Structured pose outputs
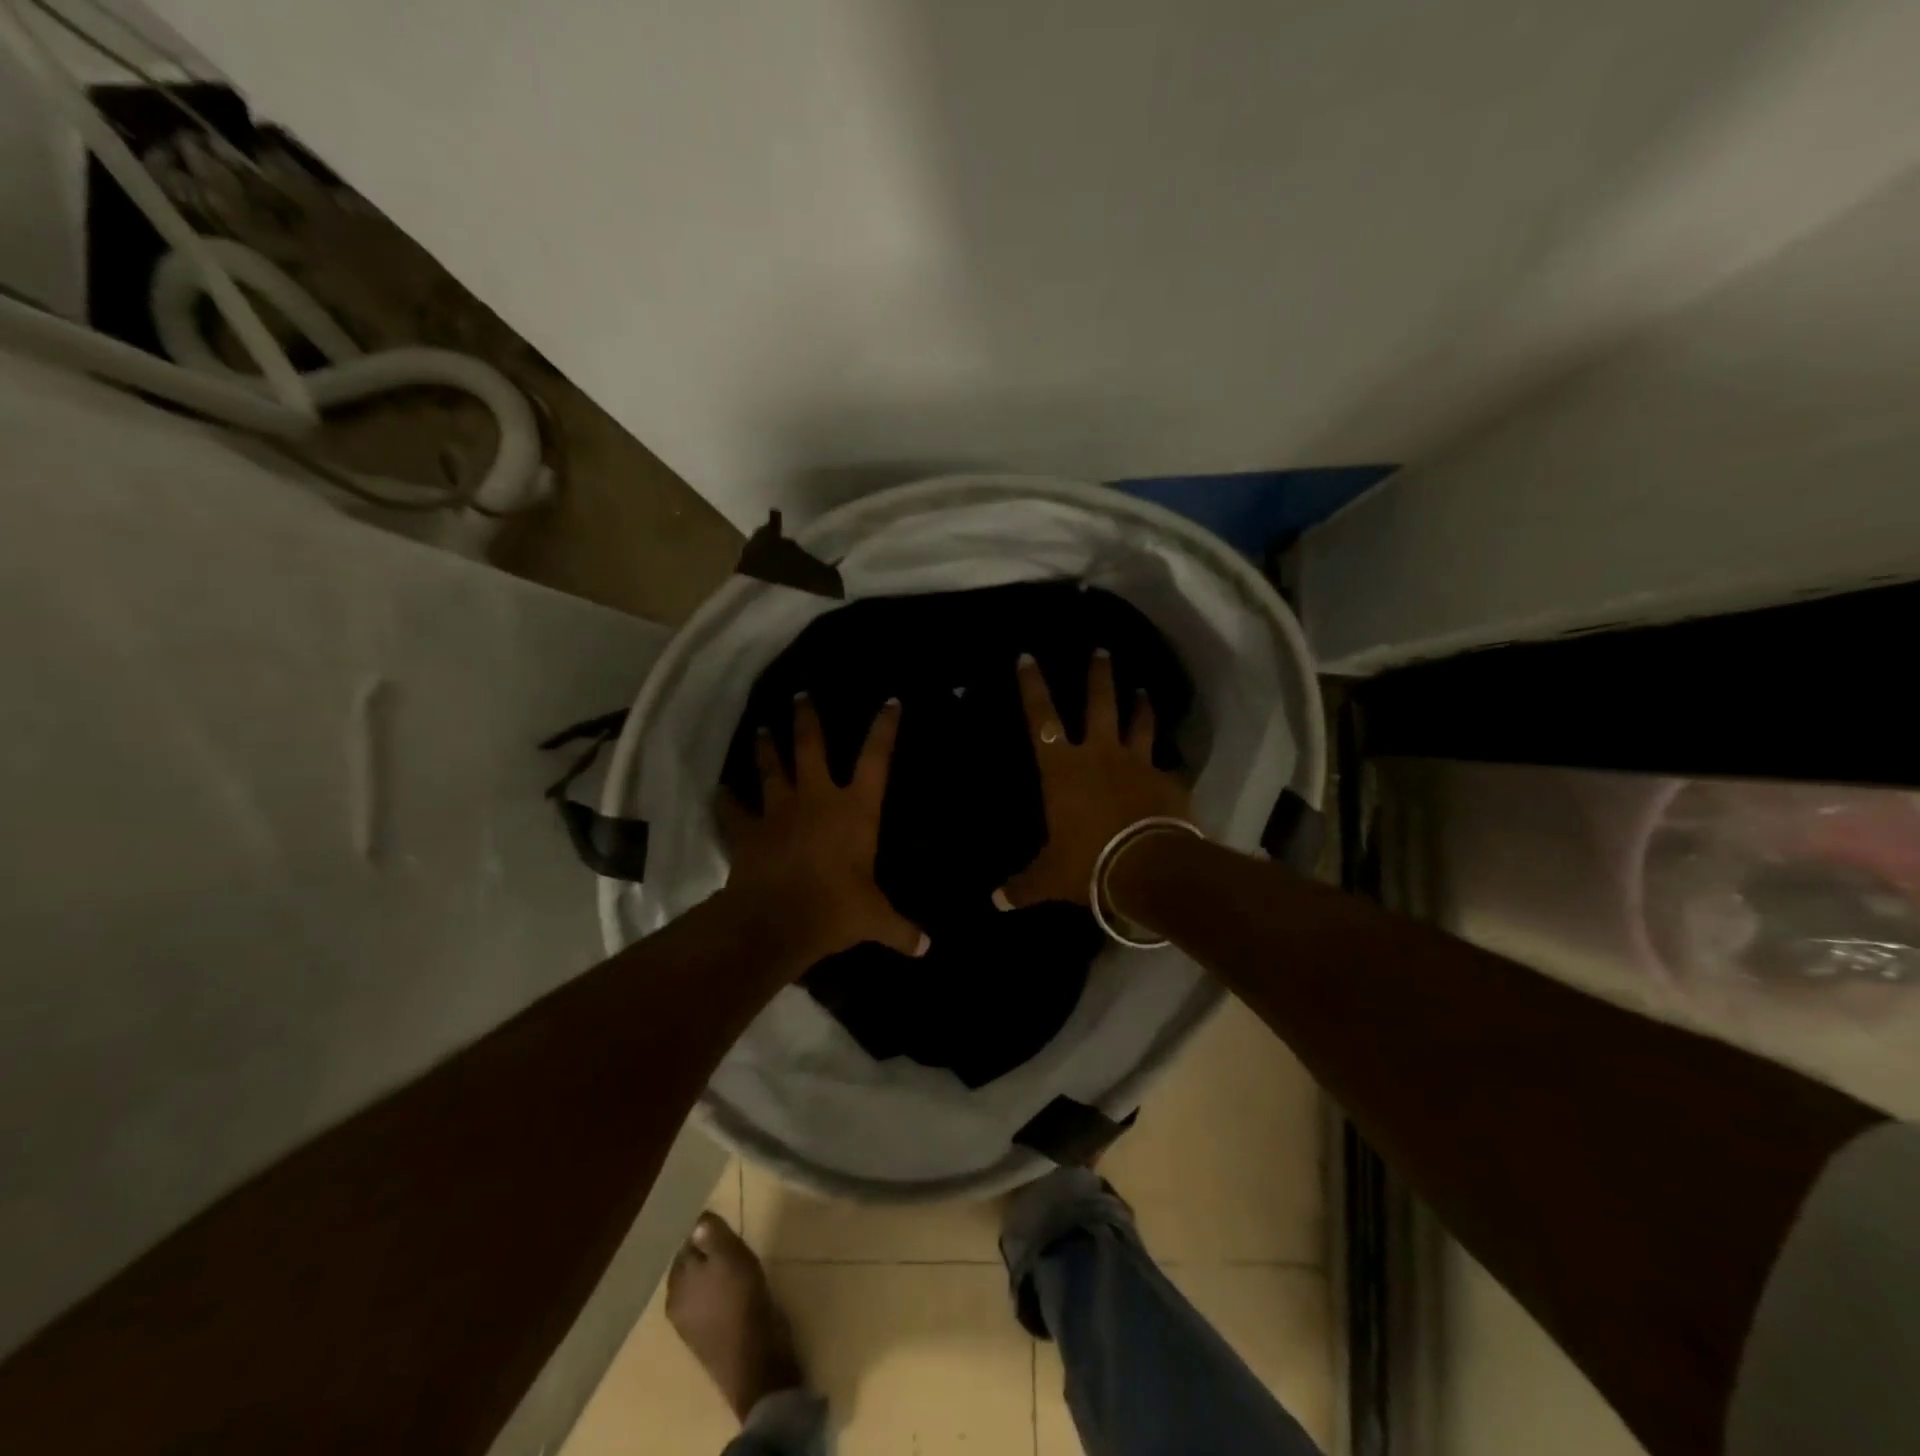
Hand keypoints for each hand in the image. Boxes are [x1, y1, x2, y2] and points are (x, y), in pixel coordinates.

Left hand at [719, 694, 927, 969]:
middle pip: (811, 747)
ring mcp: (778, 811)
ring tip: (761, 730)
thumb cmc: (833, 910)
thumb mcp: (874, 920)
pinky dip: (726, 800)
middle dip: (807, 719)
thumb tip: (927, 948)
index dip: (884, 728)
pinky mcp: (747, 832)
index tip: (890, 701)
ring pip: (771, 769)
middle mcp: (816, 799)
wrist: (775, 923)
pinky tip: (721, 791)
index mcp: (854, 810)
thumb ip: (900, 929)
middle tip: (800, 695)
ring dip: (766, 749)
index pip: (876, 759)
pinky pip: (733, 810)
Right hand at [994, 651, 1191, 909]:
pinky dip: (1165, 763)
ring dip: (1140, 705)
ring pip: (1138, 723)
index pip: (1040, 718)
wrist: (1148, 867)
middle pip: (1098, 703)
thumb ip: (1023, 885)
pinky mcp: (1167, 780)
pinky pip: (1164, 765)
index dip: (1032, 686)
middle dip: (1098, 675)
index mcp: (1062, 769)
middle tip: (1101, 649)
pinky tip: (1170, 764)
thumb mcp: (1049, 878)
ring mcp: (1136, 764)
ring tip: (1143, 689)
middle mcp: (1099, 755)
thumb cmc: (1088, 863)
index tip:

**Exercise goal:**
Exactly the lines from the one that holds "thumb mcp: (1049, 878)" through the final line of the records above should be written out, and only those.

**Exercise answer:**
thumb mcp: (1049, 878)
ring mcp: (1136, 764)
ring tip: (1143, 689)
middle mcp: (1099, 755)
thumb cmc: (1088, 863)
index tip:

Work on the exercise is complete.